WHAT TO DO ->
Repeat the lines of the data that follow, please, starting at the first and stopping after the one with "cairo_set_operator(cr, CAIRO_OPERATOR_SOURCE);".

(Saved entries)
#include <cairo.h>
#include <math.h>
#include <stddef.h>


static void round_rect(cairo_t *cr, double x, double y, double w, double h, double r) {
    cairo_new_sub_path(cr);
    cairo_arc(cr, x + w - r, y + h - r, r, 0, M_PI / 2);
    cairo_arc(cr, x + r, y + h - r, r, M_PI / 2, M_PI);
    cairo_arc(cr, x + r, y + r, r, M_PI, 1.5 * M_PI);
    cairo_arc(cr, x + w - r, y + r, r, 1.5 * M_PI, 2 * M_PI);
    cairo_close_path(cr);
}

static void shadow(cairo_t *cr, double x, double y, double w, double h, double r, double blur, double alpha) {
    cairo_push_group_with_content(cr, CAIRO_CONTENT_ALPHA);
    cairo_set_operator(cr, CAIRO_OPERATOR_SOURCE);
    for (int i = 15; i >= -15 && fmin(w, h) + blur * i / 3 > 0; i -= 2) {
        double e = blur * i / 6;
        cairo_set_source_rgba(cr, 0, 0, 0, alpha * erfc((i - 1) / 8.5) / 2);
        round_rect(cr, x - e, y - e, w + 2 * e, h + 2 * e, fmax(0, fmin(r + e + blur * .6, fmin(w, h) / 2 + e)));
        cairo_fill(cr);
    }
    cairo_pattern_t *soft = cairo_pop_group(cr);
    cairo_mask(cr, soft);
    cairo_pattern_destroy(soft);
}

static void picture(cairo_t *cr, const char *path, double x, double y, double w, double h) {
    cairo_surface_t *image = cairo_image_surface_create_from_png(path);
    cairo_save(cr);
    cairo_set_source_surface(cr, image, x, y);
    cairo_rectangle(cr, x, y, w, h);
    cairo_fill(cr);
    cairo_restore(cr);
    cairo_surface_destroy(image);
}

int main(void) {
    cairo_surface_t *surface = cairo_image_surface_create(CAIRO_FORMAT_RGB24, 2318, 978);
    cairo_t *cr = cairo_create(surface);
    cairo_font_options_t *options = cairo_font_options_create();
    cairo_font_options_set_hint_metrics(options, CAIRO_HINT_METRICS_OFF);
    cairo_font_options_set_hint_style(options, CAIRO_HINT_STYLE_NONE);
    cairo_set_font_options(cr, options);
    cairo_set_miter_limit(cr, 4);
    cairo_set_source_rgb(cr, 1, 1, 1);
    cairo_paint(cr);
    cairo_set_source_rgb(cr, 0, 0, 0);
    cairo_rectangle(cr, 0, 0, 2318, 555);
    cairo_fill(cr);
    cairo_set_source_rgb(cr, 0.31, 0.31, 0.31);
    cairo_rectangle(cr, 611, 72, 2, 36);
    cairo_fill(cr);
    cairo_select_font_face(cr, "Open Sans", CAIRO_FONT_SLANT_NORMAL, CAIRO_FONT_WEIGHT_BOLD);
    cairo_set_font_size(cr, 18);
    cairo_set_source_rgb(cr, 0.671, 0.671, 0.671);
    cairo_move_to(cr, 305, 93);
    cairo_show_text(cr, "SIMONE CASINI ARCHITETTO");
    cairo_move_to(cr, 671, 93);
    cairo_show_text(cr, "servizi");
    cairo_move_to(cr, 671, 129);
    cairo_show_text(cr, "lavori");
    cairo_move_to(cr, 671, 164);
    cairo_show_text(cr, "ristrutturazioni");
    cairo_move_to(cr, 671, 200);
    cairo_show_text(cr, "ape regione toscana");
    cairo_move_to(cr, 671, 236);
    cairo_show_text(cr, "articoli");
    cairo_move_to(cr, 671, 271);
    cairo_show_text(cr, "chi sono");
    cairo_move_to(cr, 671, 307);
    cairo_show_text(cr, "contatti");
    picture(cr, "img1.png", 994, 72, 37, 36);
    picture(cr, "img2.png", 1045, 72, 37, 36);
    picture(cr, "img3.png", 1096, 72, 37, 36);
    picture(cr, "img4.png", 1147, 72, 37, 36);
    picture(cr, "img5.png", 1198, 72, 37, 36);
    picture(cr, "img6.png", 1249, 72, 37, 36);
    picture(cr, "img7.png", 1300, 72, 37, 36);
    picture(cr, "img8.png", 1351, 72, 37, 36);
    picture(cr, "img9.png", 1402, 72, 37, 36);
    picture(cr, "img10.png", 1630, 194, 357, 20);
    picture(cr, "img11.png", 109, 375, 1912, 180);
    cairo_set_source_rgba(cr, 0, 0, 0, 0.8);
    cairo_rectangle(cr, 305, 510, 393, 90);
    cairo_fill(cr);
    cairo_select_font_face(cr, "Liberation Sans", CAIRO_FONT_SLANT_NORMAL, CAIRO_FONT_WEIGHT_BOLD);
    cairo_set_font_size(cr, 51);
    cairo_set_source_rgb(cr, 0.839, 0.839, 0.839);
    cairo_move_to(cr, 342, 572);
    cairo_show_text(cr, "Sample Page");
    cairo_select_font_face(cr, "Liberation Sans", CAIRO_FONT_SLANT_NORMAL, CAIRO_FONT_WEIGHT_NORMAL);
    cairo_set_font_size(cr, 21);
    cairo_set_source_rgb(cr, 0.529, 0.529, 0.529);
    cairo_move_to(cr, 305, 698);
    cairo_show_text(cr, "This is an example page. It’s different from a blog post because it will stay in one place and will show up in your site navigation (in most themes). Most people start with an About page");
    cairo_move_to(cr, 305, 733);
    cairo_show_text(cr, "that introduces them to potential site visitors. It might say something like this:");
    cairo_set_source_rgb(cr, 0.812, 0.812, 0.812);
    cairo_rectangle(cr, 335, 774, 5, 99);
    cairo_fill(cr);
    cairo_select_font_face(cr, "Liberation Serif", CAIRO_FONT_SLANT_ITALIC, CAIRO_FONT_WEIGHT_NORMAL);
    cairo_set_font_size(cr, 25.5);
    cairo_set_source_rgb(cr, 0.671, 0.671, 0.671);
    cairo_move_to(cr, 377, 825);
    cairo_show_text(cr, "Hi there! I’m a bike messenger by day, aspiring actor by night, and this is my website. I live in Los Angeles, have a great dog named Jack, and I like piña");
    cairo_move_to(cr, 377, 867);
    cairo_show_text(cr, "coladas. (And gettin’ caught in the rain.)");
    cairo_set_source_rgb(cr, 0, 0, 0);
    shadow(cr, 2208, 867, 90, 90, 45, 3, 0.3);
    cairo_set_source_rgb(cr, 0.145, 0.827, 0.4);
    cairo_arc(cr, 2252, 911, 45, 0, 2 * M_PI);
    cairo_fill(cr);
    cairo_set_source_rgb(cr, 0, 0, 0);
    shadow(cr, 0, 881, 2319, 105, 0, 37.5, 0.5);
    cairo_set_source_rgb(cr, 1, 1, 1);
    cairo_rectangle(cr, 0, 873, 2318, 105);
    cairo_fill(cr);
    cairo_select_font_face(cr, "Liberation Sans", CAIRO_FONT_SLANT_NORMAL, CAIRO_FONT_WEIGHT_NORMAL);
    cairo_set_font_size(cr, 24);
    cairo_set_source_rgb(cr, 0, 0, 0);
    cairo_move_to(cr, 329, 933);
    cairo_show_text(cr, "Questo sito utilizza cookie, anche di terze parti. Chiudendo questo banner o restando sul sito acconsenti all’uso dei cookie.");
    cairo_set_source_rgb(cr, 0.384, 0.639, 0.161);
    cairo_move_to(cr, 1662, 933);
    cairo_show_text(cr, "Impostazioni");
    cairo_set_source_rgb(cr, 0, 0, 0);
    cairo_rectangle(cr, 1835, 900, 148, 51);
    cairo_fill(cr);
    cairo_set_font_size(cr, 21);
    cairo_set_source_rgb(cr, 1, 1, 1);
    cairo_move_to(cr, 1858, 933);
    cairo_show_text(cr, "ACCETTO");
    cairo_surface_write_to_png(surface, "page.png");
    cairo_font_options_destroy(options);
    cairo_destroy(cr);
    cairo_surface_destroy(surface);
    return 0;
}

RESPONSE ->
#include <cairo.h>
#include <math.h>
#include <stddef.h>


static void round_rect(cairo_t *cr, double x, double y, double w, double h, double r) {
    cairo_new_sub_path(cr);
    cairo_arc(cr, x + w - r, y + h - r, r, 0, M_PI / 2);
    cairo_arc(cr, x + r, y + h - r, r, M_PI / 2, M_PI);
    cairo_arc(cr, x + r, y + r, r, M_PI, 1.5 * M_PI);
    cairo_arc(cr, x + w - r, y + r, r, 1.5 * M_PI, 2 * M_PI);
    cairo_close_path(cr);
}

static void shadow(cairo_t *cr, double x, double y, double w, double h, double r, double blur, double alpha) {
    cairo_push_group_with_content(cr, CAIRO_CONTENT_ALPHA);
    cairo_set_operator(cr, CAIRO_OPERATOR_SOURCE);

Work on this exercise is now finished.